(Beginning of SUPPLIED ENTRIES)

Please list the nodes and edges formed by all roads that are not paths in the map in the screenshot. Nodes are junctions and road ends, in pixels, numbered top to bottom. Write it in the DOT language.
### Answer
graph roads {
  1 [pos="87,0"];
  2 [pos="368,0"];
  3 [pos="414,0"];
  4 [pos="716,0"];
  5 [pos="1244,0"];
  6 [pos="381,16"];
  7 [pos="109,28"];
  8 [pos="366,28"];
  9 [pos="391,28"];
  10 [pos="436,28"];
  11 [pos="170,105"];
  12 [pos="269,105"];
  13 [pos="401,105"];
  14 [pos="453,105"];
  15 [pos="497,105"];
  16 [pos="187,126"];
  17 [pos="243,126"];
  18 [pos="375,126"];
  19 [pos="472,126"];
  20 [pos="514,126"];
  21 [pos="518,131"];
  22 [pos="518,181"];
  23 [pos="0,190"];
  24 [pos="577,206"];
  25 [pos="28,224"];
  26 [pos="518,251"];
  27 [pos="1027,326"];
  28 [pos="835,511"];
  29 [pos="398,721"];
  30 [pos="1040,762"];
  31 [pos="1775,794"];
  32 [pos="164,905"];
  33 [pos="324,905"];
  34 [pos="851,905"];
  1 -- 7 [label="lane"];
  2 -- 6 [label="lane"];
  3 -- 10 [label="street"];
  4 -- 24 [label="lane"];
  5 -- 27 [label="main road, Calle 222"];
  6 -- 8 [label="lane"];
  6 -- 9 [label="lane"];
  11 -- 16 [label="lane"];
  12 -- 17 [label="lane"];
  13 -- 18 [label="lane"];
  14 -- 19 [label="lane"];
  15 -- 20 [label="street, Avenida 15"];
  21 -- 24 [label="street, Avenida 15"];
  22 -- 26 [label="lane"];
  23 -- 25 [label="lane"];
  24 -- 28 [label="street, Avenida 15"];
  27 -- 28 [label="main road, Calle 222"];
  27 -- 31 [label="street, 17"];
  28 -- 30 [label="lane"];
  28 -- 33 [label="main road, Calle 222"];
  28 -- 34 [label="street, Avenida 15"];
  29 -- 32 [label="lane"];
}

(End of SUPPLIED ENTRIES)

*WORK ORDER*
Please copy each line above exactly as written.

*RESPONSE AREA*
Please list the nodes and edges formed by all roads that are not paths in the map in the screenshot. Nodes are junctions and road ends, in pixels, numbered top to bottom. Write it in the DOT language.
### Answer
graph roads {
  1 [pos="87,0"];
  2 [pos="368,0"];
  3 [pos="414,0"];
  4 [pos="716,0"];
  5 [pos="1244,0"];
  6 [pos="381,16"];
  7 [pos="109,28"];
  8 [pos="366,28"];
  9 [pos="391,28"];
  10 [pos="436,28"];
  11 [pos="170,105"];
  12 [pos="269,105"];
  13 [pos="401,105"];
  14 [pos="453,105"];
  15 [pos="497,105"];
  16 [pos="187,126"];
  17 [pos="243,126"];
  18 [pos="375,126"];
  19 [pos="472,126"];
  20 [pos="514,126"];
  21 [pos="518,131"];
  22 [pos="518,181"];
  23 [pos="0,190"];
  24 [pos="577,206"];
  25 [pos="28,224"];
  26 [pos="518,251"];
  27 [pos="1027,326"];
  28 [pos="835,511"];
  29 [pos="398,721"];
  30 [pos="1040,762"];
  31 [pos="1775,794"];
  32 [pos="164,905"];
  33 [pos="324,905"];
  34 [pos="851,905"];
  1 -- 7 [label="lane"];
  2 -- 6 [label="lane"];
  3 -- 10 [label="street"];
  4 -- 24 [label="lane"];
  5 -- 27 [label="main road, Calle 222"];
  6 -- 8 [label="lane"];
  6 -- 9 [label="lane"];
  11 -- 16 [label="lane"];
  12 -- 17 [label="lane"];
  13 -- 18 [label="lane"];
  14 -- 19 [label="lane"];
  15 -- 20 [label="street, Avenida 15"];
  21 -- 24 [label="street, Avenida 15"];
  22 -- 26 [label="lane"];
  23 -- 25 [label="lane"];
  24 -- 28 [label="street, Avenida 15"];
  27 -- 28 [label="main road, Calle 222"];
  27 -- 31 [label="street, 17"];
  28 -- 30 [label="lane"];
  28 -- 33 [label="main road, Calle 222"];
  28 -- 34 [label="street, Avenida 15"];
  29 -- 32 [label="lane"];
}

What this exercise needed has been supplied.